News

Welcome to End Point’s blog

Ongoing observations by End Point people

Efficiency of find -exec vs. find | xargs

This is a quick tip for anyone writing a cron job to purge large numbers of old files.

Without xargs, this is a pretty common way to do such a purge, in this case of all files older than 31 days:

find /path/to/junk/files -type f -mtime +31 -exec rm -f {} \;

But that executes rm once for every single file to be removed, which adds a ton of overhead just to fork and exec rm so many times. Even on modern operating systems that are so efficient with fork, it can easily increase the I/O and load and runtime by 10 times or more than just running a single rm command with a lot of file arguments.

Instead do this:

find /path/to/junk/files -type f -mtime +31 -print0 | xargs -0 -r rm -f

That will run xargs once for each very long list of files to be removed, so the overhead of fork & exec is incurred very rarely, and the job can spend most of its effort actually unlinking files. (The xargs -r option says not to run the command if there is no input to xargs.)

How long can the argument list to xargs be? It depends on the system, but xargs --show-limits will tell us. Here's output from a RHEL 5 x86_64 system (using findutils 4.2.27):

% xargs --show-limits                                                                                                   
Your environment variables take up 2293 bytes                                                                                        
POSIX lower and upper limits on argument length: 2048, 129024                                                                        
Maximum length of command we could actually use: 126731                                                                              
Size of command buffer we are actually using: 126731

The numbers are similar on Debian Etch and Lenny.
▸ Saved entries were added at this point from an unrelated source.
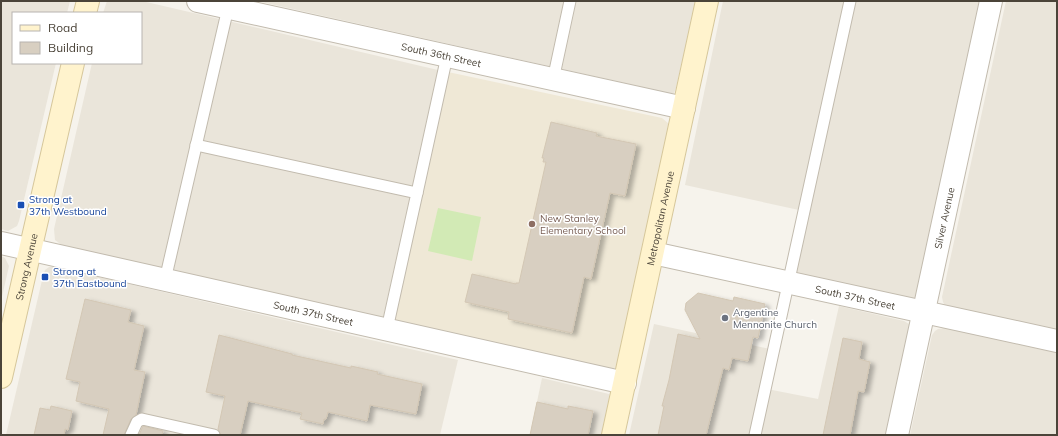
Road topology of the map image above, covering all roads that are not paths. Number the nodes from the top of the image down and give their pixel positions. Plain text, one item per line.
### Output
1 (88, 1) edge
2 (198, 1) edge
3 (570, 1) edge
4 (707, 1) edge
5 (850, 1) edge
6 (991, 1) edge
7 (228, 8) junction
8 (85, 12) edge
9 (447, 56) junction
10 (74, 64) edge
11 (553, 80) junction
12 (684, 108) junction
13 (196, 145) junction
14 (417, 193) junction
15 (1, 243) edge
16 (30, 250) junction
17 (654, 252) junction
18 (165, 280) junction
19 (788, 283) junction
20 (923, 312) junction
21 (387, 329) junction
22 (1057, 341) edge
23 (1, 377) edge
24 (625, 383) junction
25 (131, 435) edge
26 (214, 435) edge
27 (613, 435) edge
28 (755, 435) edge
29 (897, 435) edge

1 - 8 main road
2 - 7 street, South 36th Street
3 - 11 lane
4 - 12 main road, Metropolitan Avenue
5 - 19 lane
6 - 20 street, Silver Avenue
7 - 9 street, South 36th Street
7 - 13 lane
9 - 11 street, South 36th Street
9 - 14 lane
10 - 16 main road, Strong Avenue
11 - 12 street, South 36th Street
12 - 17 main road, Metropolitan Avenue
13 - 14 lane
13 - 18 lane
14 - 21 lane
15 - 16 street, South 37th Street
16 - 18 street, South 37th Street
16 - 23 main road, Strong Avenue
17 - 19 street, South 37th Street
17 - 24 main road, Metropolitan Avenue
18 - 21 street, South 37th Street
19 - 20 street, South 37th Street
19 - 28 lane
20 - 22 street, South 37th Street
20 - 29 street, Silver Avenue
21 - 24 street, South 37th Street
24 - 27 main road, Metropolitan Avenue
25 - 26 lane

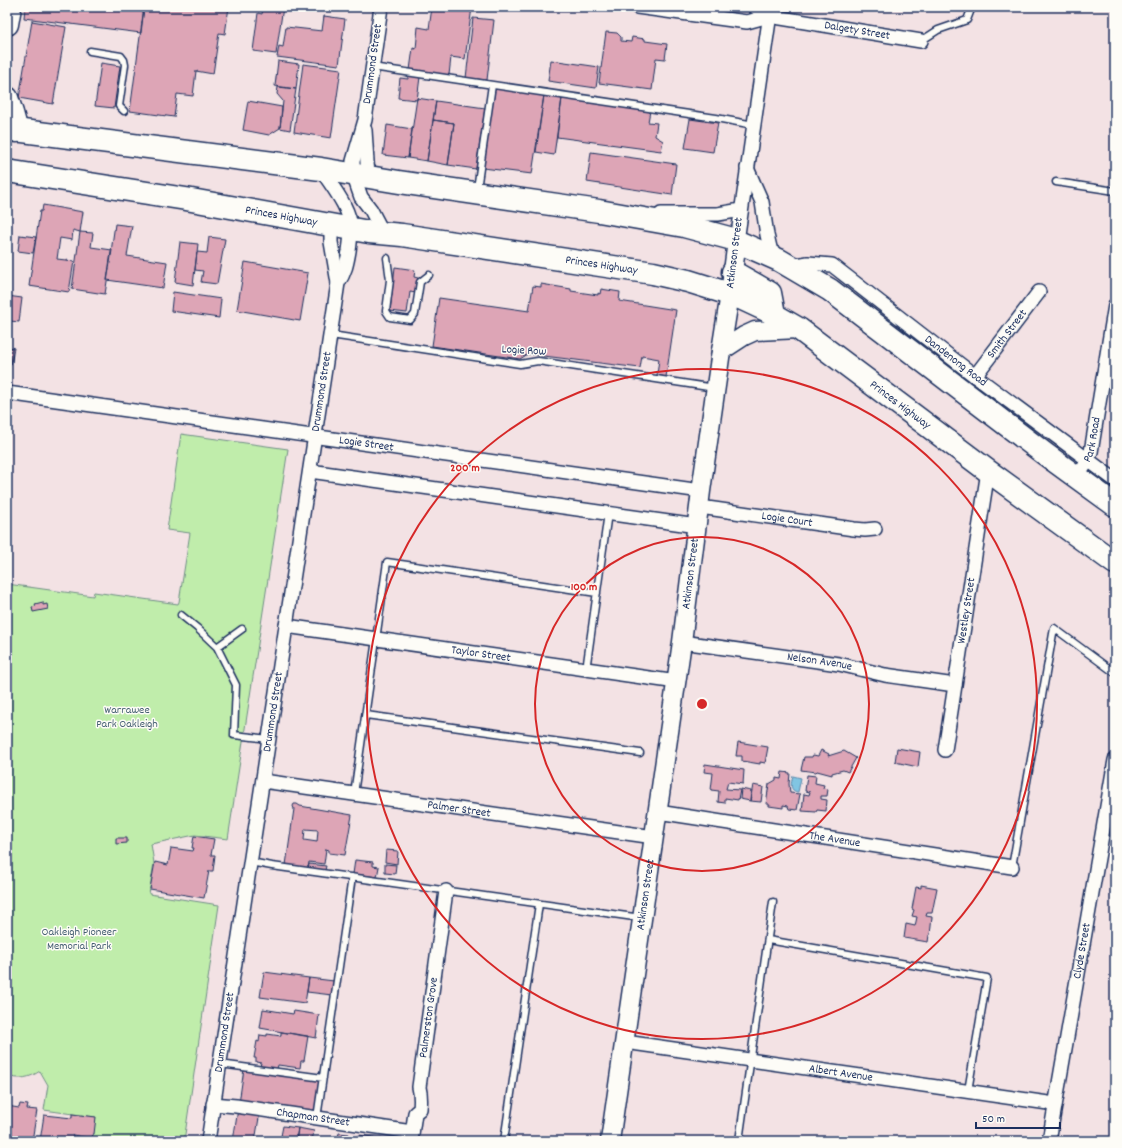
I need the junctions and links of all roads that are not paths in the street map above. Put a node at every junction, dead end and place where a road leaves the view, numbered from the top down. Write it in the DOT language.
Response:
graph roads {
  1 [pos="10,7"];
  2 [pos="381,7"];
  3 [pos="642,7"];
  4 [pos="755,7"];
  5 [pos="972,7"];
  6 [pos="770,12"];
  7 [pos="7,24"];
  8 [pos="921,41"];
  9 [pos="90,51"];
  10 [pos="372,67"];
  11 [pos="492,85"];
  12 [pos="7,98"];
  13 [pos="124,112"];
  14 [pos="754,125"];
  15 [pos="12,130"];
  16 [pos="747,168"];
  17 [pos="321,169"];
  18 [pos="7,171"];
  19 [pos="361,176"];
  20 [pos="1056,182"];
  21 [pos="1115,191"];
  22 [pos="477,193"];
  23 [pos="741,210"];
  24 [pos="622,214"];
  25 [pos="341,227"];
  26 [pos="383,233"];
  27 [pos="737,241"];
  28 [pos="387,258"];
  29 [pos="781,261"];
  30 [pos="733,272"];
  31 [pos="429,275"];
  32 [pos="338,283"];
  33 [pos="1039,292"];
  34 [pos="730,294"];
  35 [pos="1115,305"];
  36 [pos="774,314"];
  37 [pos="799,330"];
  38 [pos="331,335"];
  39 [pos="721,351"];
  40 [pos="975,376"];
  41 [pos="716,388"];
  42 [pos="7,392"];
  43 [pos="316,436"];
  44 [pos="1083,469"];
  45 [pos="310,470"];
  46 [pos="988,471"];
  47 [pos="1115,480"];
  48 [pos="700,499"];
  49 [pos="1115,505"];
  50 [pos="608,513"];
  51 [pos="697,526"];
  52 [pos="875,528"];
  53 [pos="1115,563"];
  54 [pos="597,593"];
  55 [pos="181,615"];
  56 [pos="286,626"];
  57 [pos="242,629"];
  58 [pos="377,639"];
  59 [pos="682,642"];
  60 [pos="217,647"];
  61 [pos="586,670"];
  62 [pos="1115,673"];
  63 [pos="677,682"];
  64 [pos="955,685"];
  65 [pos="366,714"];
  66 [pos="269,739"];
  67 [pos="945,750"];
  68 [pos="640,753"];
  69 [pos="1115,760"];
  70 [pos="263,781"];
  71 [pos="354,794"];
  72 [pos="658,812"];
  73 [pos="654,837"];
  74 [pos="250,862"];
  75 [pos="1012,867"];
  76 [pos="352,877"];
  77 [pos="446,890"];
  78 [pos="774,902"];
  79 [pos="539,904"];
  80 [pos="643,919"];
  81 [pos="768,940"];
  82 [pos="625,1042"];
  83 [pos="751,1060"];
  84 [pos="220,1064"];
  85 [pos="323,1078"];
  86 [pos="968,1091"];
  87 [pos="213,1104"];
  88 [pos="1056,1104"];
  89 [pos="317,1118"];
  90 [pos="412,1136"];
  91 [pos="208,1141"];
  92 [pos="504,1141"];
  93 [pos="610,1141"];
  94 [pos="739,1141"];
  95 [pos="1049,1141"];
  1 -- 7 [label="highway"];
  2 -- 10 [label="street, Drummond Street"];
  3 -- 6 [label="street, Dalgety Street"];
  4 -- 6 [label="street, Dalgety Street"];
  5 -- 8 [label="lane"];
  6 -- 8 [label="street, Dalgety Street"];
  6 -- 14 [label="street, Atkinson Street"];
  9 -- 13 [label="lane"];
  10 -- 11 [label="lane"];
  10 -- 19 [label="street, Drummond Street"];
  11 -- 14 [label="lane"];
  11 -- 22 [label="lane"];
  12 -- 15 [label="highway"];
  14 -- 16 [label="street, Atkinson Street"];
  15 -- 17 [label="highway"];
  16 -- 23 [label="street, Atkinson Street"];
  16 -- 29 [label="street"];
  17 -- 19 [label="highway"];
  17 -- 25 [label="street, Drummond Street"];
  18 -- 25 [label="highway, Princes Highway"];
  19 -- 22 [label="highway"];
  19 -- 26 [label="street, Drummond Street"];
  20 -- 21 [label="lane"];
  22 -- 24 [label="highway"];
  23 -- 24 [label="street"];
  23 -- 27 [label="street, Atkinson Street"];
  24 -- 27 [label="highway"];
  25 -- 26 [label="highway, Princes Highway"];
  25 -- 32 [label="street, Drummond Street"];
  25 -- 32 [label="street, Drummond Street"];
  26 -- 34 [label="highway, Princes Highway"];
  27 -- 29 [label="highway"];
  27 -- 30 [label="street, Atkinson Street"];
  28 -- 31 [label="lane"];
  29 -- 40 [label="street, Dandenong Road"];
  29 -- 44 [label="highway"];
  30 -- 34 [label="street, Atkinson Street"];
  30 -- 36 [label="highway"];
  32 -- 38 [label="street, Drummond Street"];
  33 -- 40 [label="street, Smith Street"];
  34 -- 36 [label="highway, Princes Highway"];
  34 -- 39 [label="street, Atkinson Street"];
  35 -- 44 [label="street, Park Road"];
  36 -- 37 [label="highway, Princes Highway"];
  37 -- 39 [label="street"];
  37 -- 46 [label="highway, Princes Highway"];
  38 -- 41 [label="lane, Logie Row"];
  38 -- 43 [label="street, Drummond Street"];
  39 -- 41 [label="street, Atkinson Street"];
  40 -- 44 [label="street, Dandenong Road"];
  41 -- 48 [label="street, Atkinson Street"];
  42 -- 43 [label="street, Logie Street"];
  43 -- 45 [label="street, Drummond Street"];
  43 -- 48 [label="street, Logie Street"];
  44 -- 47 [label="street, Dandenong Road"];
  44 -- 49 [label="highway"];
  45 -- 50 [label="street"];
  45 -- 56 [label="street, Drummond Street"];
  46 -- 53 [label="highway, Princes Highway"];
  46 -- 64 [label="street, Westley Street"];
  48 -- 51 [label="street, Atkinson Street"];
  48 -- 52 [label="street, Logie Court"];
  50 -- 51 [label="street"];
  50 -- 54 [label="lane"];
  51 -- 59 [label="street, Atkinson Street"];
  54 -- 58 [label="lane"];
  54 -- 61 [label="lane"];
  55 -- 60 [label="lane"];
  56 -- 58 [label="street, Taylor Street"];
  56 -- 66 [label="street, Drummond Street"];
  57 -- 60 [label="lane"];
  58 -- 61 [label="street, Taylor Street"];
  58 -- 65 [label="lane"];
  59 -- 63 [label="street, Atkinson Street"];
  59 -- 64 [label="street, Nelson Avenue"];
  60 -- 66 [label="lane"];
  61 -- 63 [label="street, Taylor Street"];
  62 -- 75 [label="lane"];
  63 -- 72 [label="street, Atkinson Street"];
  64 -- 67 [label="street, Westley Street"];
  65 -- 68 [label="lane"];
  65 -- 71 [label="lane"];
  66 -- 70 [label="street, Drummond Street"];
  69 -- 88 [label="street, Clyde Street"];
  70 -- 71 [label="street, Palmer Street"];
  70 -- 74 [label="street, Drummond Street"];
  71 -- 73 [label="street, Palmer Street"];
  72 -- 73 [label="street, Atkinson Street"];
  72 -- 75 [label="street, The Avenue"];
  73 -- 80 [label="street, Atkinson Street"];
  74 -- 76 [label="lane"];
  74 -- 84 [label="street, Drummond Street"];
  76 -- 77 [label="lane"];
  76 -- 85 [label="lane"];
  77 -- 79 [label="lane"];
  77 -- 90 [label="street, Palmerston Grove"];
  78 -- 81 [label="lane"];
  79 -- 80 [label="lane"];
  79 -- 92 [label="lane"];
  80 -- 82 [label="street, Atkinson Street"];
  81 -- 83 [label="lane"];
  81 -- 86 [label="lane"];
  82 -- 83 [label="street, Albert Avenue"];
  82 -- 93 [label="street, Atkinson Street"];
  83 -- 86 [label="street, Albert Avenue"];
  83 -- 94 [label="lane"];
  84 -- 85 [label="lane"];
  84 -- 87 [label="street, Drummond Street"];
  85 -- 89 [label="lane"];
  86 -- 88 [label="street, Albert Avenue"];
  87 -- 89 [label="street, Chapman Street"];
  87 -- 91 [label="street, Drummond Street"];
  88 -- 95 [label="street, Clyde Street"];
  89 -- 90 [label="street, Chapman Street"];
}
And here's output from an Ubuntu 10.04 x86_64 system (using findutils 4.4.2):

% xargs --show-limits
Your environment variables take up 1370 bytes
POSIX upper limit on argument length (this system): 2093734
POSIX smallest allowable upper limit on argument length (all systems): 4096
Maximum length of command we could actually use: 2092364
Size of command buffer we are actually using: 131072

Roughly 2 megabytes of arguments is a lot. But even the POSIX minimum of 4 kB is a lot better than processing one file at a time.

It doesn't usually make much of a difference, but we can tune even more. Make sure the maximum number of files is processed at one time by first changing to the base directory so that the relative pathnames are shorter:

cd /path/to/junk/files && find . -type f -mtime +31 -print0 | xargs -0 -r rm -f

That way each file argument is shorter, e.g. ./junkfile compared to /path/to/junk/files/junkfile.

The above assumes you're using GNU findutils, which includes find -print0 and xargs -0 for processing ASCII NUL-delimited filenames for safety when filenames include embedded spaces, newlines, etc.

5 comments:

tante said...

One thing many people forget is that especially for deleting you shouldn't use "-exec ..." but just "-delete".

Joshua Tolley said...

Note that with xargs' -n option, you *can* force xargs to run once per file, if whatever you're passing the file names to can only handle one at a time. Of course, you could also use -exec for that. Another helpful argument is GNU xargs' --no-run-if-empty option (or the short version: -r). Surprisingly, by default xargs runs the command once even if there is no input.

Jon Jensen said...

tante, good point about -delete, but note also that there are some pretty serious limitations (can't use -prune) and risks (can accidentally delete everything before other matches!) to using it. Quoting from the man page:

"Warnings: Don't forget that the find command line is evaluated as an expression, so putting -delete first will make find try to delete everything below the starting points you specified. When testing a find command line that you later intend to use with -delete, you should explicitly specify -depth in order to avoid later surprises. Because -delete implies -depth, you cannot usefully use -prune and -delete together."

Because of that, I find xargs a better option in most cases, but certainly I like -delete better than -exec rm.

Brian said...

You don't have to use xargs to get this behavious. Just use -exec command {} +. Note the plus sign instead of the semicolon.

From the man page:

This variant of the -exec action runs the specified command on the selected files, but the command line is built by appending each selected file name at the end; the total number of invocations of the command will be much less than the number of matched files. The command line is built in much the same way that xargs builds its command lines. Only one instance of ‘{}’ is allowed within the command. The command is executed in the starting directory.

Jon Jensen said...

That's neat, Brian. I didn't know about that.

It looks like it's an extension only available in the more recent GNU versions of find, but is nice to have.